Goal of the exercise: Would you please reproduce all the entries word for word, minus the pictures?

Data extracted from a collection

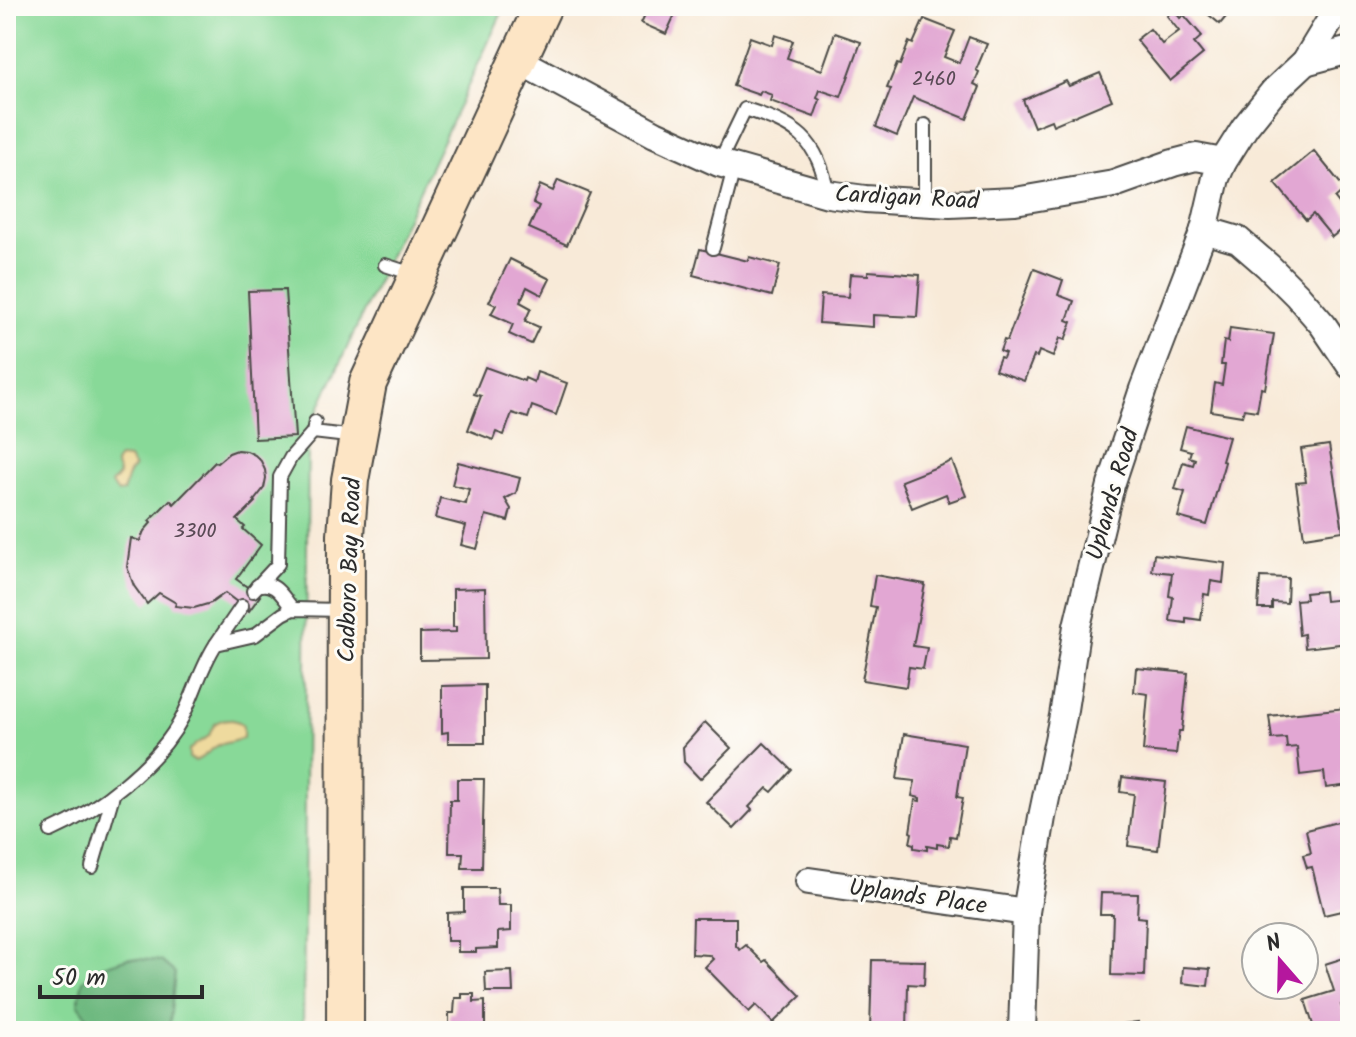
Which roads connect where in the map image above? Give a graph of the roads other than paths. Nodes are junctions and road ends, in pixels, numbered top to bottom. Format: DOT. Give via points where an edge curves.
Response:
graph roads {
  1 [pos="543,6"];
  2 [pos="1339,6"];
  3 [pos="1350,50"];
  4 [pos="518,60"];
  5 [pos="1305,62"];
  6 [pos="925,125"];
  7 [pos="1223,162"];
  8 [pos="727,165"];
  9 [pos="828,194"];
  10 [pos="925,203"];
  11 [pos="1204,230"];
  12 [pos="713,248"];
  13 [pos="1350,365"];
  14 [pos="357,437"];
  15 [pos="242,606"];
  16 [pos="293,609"];
  17 [pos="346,610"];
  18 [pos="216,644"];
  19 [pos="113,795"];
  20 [pos="51,831"];
  21 [pos="92,867"];
  22 [pos="809,881"];
  23 [pos="1026,912"];
  24 [pos="345,1031"];
  25 [pos="1022,1031"];
  1 -- 4 [label="main road, Cadboro Bay Road"];
  2 -- 5 [label="street, Uplands Road"];
  3 -- 5 [label="street"];
  4 -- 8 [label="street, Cardigan Road" via="655,134"];
  4 -- 14 [label="main road, Cadboro Bay Road" via="402,271"];
  5 -- 7 [label="street, Uplands Road" via="1273,92"];
  6 -- 10 [label="lane"];
  7 -- 10 [label="street, Cardigan Road" via="1196,157 1114,184 1015,201"];
  7 -- 11 [label="street, Uplands Road"];
  8 -- 9 [label="street, Cardigan Road"];
  8 -- 9 [label="lane" via="745,109 779,120 799,134 817,156"];
  8 -- 12 [label="lane"];
  9 -- 10 [label="street, Cardigan Road"];
  11 -- 13 [label="street" via="1238,240 1268,266 1323,325"];
  11 -- 23 [label="street, Uplands Road" via="1111,485 1077,626"];
  14 -- 16 [label="lane" via="314,427 280,477 278,564 255,588 273,586"];
  14 -- 17 [label="main road, Cadboro Bay Road" via="347,521"];
  15 -- 18 [label="lane"];
  16 -- 17 [label="lane"];
  16 -- 18 [label="lane" via="255,635"];
  17 -- 24 [label="main road, Cadboro Bay Road"];
  18 -- 19 [label="lane" via="169,740"];
  19 -- 20 [label="lane"];
  19 -- 21 [label="lane"];
  22 -- 23 [label="street, Uplands Place"];
  23 -- 25 [label="street, Uplands Road"];
}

Solved exercise:
Which roads connect where in the map image above? Give a graph of the roads other than paths. Nodes are junctions and road ends, in pixels, numbered top to bottom. Format: DOT. Give via points where an edge curves.
Response:
graph roads {
  1 [pos="543,6"];
  2 [pos="1339,6"];
  3 [pos="1350,50"];
  4 [pos="518,60"];
  5 [pos="1305,62"];
  6 [pos="925,125"];
  7 [pos="1223,162"];
  8 [pos="727,165"];
  9 [pos="828,194"];
  10 [pos="925,203"];
  11 [pos="1204,230"];
  12 [pos="713,248"];
  13 [pos="1350,365"];
  14 [pos="357,437"];
  15 [pos="242,606"];
  16 [pos="293,609"];
  17 [pos="346,610"];
  18 [pos="216,644"];
  19 [pos="113,795"];
  20 [pos="51,831"];
  21 [pos="92,867"];
  22 [pos="809,881"];
  23 [pos="1026,912"];
  24 [pos="345,1031"];
  25 [pos="1022,1031"];
  1 -- 4 [label="main road, Cadboro Bay Road"];
  2 -- 5 [label="street, Uplands Road"];
  3 -- 5 [label="street"];
  4 -- 8 [label="street, Cardigan Road" via="655,134"];
  4 -- 14 [label="main road, Cadboro Bay Road" via="402,271"];
  5 -- 7 [label="street, Uplands Road" via="1273,92"];
  6 -- 10 [label="lane"];
  7 -- 10 [label="street, Cardigan Road" via="1196,157 1114,184 1015,201"];
  7 -- 11 [label="street, Uplands Road"];
  8 -- 9 [label="street, Cardigan Road"];
  8 -- 9 [label="lane" via="745,109 779,120 799,134 817,156"];
  8 -- 12 [label="lane"];
  9 -- 10 [label="street, Cardigan Road"];
  11 -- 13 [label="street" via="1238,240 1268,266 1323,325"];
  11 -- 23 [label="street, Uplands Road" via="1111,485 1077,626"];
  14 -- 16 [label="lane" via="314,427 280,477 278,564 255,588 273,586"];
  14 -- 17 [label="main road, Cadboro Bay Road" via="347,521"];
  15 -- 18 [label="lane"];
  16 -- 17 [label="lane"];
  16 -- 18 [label="lane" via="255,635"];
  17 -- 24 [label="main road, Cadboro Bay Road"];
  18 -- 19 [label="lane" via="169,740"];
  19 -- 20 [label="lane"];
  19 -- 21 [label="lane"];
  22 -- 23 [label="street, Uplands Place"];
  23 -- 25 [label="street, Uplands Road"];
}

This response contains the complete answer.